FIGURE 3.

Protofibril dissociation. A, normalized fluorescence emission spectra of ZAβ3W after the addition of an Aβ42 protofibril sample and incubation at 25 °C for 10 min or 1, 2, 3, 4, or 5 h. The protein concentrations used were 14.8 μm Aβ42 and 19.6 μm ZAβ3W. Spectra of free ZAβ3W and ZAβ3W bound to a stoichiometric amount of Aβ42 monomers are shown for comparison. B, SEC of an Aβ42 protofibril sample re-injected onto a Superdex 75 10/300 column after incubation for 20 min in the absence of ZAβ3W. In addition to protofibrils eluting at ∼9 ml, Aβ monomers eluting at ∼14.5 ml were detected. AU, absorbance units.

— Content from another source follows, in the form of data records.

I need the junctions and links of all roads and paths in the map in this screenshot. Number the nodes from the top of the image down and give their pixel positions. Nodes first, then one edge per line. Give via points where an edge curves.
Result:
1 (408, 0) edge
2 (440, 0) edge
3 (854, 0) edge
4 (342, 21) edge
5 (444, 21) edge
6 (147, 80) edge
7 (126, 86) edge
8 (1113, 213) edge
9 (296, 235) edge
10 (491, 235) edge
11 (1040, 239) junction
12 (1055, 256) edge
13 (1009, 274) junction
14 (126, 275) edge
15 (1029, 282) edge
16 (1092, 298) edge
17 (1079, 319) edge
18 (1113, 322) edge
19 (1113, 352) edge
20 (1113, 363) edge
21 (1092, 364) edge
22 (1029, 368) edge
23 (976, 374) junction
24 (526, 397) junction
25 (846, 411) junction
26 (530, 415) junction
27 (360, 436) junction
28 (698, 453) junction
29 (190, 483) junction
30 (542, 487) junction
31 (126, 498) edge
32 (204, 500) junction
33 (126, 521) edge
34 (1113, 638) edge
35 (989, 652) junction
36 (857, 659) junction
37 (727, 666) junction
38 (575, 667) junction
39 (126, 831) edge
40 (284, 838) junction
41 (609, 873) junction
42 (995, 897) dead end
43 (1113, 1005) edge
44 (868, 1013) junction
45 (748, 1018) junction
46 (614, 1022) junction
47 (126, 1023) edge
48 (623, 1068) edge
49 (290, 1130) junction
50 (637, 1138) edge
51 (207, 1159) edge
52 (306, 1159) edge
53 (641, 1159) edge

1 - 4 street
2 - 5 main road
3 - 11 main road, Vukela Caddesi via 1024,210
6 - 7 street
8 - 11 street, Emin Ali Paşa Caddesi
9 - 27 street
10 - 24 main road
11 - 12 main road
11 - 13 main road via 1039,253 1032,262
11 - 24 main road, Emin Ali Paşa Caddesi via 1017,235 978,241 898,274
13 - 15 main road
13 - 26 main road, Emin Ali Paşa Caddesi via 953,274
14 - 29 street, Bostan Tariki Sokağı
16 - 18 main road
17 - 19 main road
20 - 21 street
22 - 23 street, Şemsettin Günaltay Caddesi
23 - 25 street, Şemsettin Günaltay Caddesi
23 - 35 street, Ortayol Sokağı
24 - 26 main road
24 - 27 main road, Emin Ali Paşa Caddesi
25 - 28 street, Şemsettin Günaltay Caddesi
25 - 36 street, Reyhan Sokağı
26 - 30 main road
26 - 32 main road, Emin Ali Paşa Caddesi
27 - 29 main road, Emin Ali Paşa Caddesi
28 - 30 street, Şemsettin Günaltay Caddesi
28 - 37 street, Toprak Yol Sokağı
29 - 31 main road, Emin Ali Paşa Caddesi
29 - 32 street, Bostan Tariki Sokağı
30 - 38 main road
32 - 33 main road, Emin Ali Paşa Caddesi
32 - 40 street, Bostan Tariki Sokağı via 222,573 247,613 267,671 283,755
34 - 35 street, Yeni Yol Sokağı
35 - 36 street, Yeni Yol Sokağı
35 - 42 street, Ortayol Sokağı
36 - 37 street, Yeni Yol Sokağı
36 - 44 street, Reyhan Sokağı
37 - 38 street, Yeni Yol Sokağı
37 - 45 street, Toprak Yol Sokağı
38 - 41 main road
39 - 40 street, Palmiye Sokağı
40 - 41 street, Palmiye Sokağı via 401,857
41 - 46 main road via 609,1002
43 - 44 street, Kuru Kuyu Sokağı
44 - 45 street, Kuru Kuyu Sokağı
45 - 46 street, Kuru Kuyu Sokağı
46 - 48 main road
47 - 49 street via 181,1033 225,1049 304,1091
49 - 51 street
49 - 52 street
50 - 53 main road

C, transmission electron microscopy of fresh Aβ42 protofibrils (upper panel), Aβ42 protofibrils at the end of the dissociation experiment (middle panel), and Aβ42 protofibrils treated as in the dissociation experiment but in the absence of ZAβ3W (lower panel). D, normalized fluorescence emission spectra of ZAβ3W after the addition of an Aβ42 amyloid fibril sample and incubation at 25 °C for 10 min or 2 or 7 days (d). The protein concentrations used were 20 μm Aβ42 and 25 μm ZAβ3W. Spectra of free ZAβ3W and ZAβ3W bound to a stoichiometric amount of Aβ42 monomers are shown for comparison. E, sedimentation coefficient distribution of ZAβ3W (black) and of the Aβ42 protofibril fraction in the presence of ZAβ3W at the end of the dissociation experiment (red). The shift of the distribution maximum to a higher s-value upon addition of protofibrils to ZAβ3W demonstrates formation of the ZAβ3W-Aβ42 complex. The complete distribution is shown in the inset.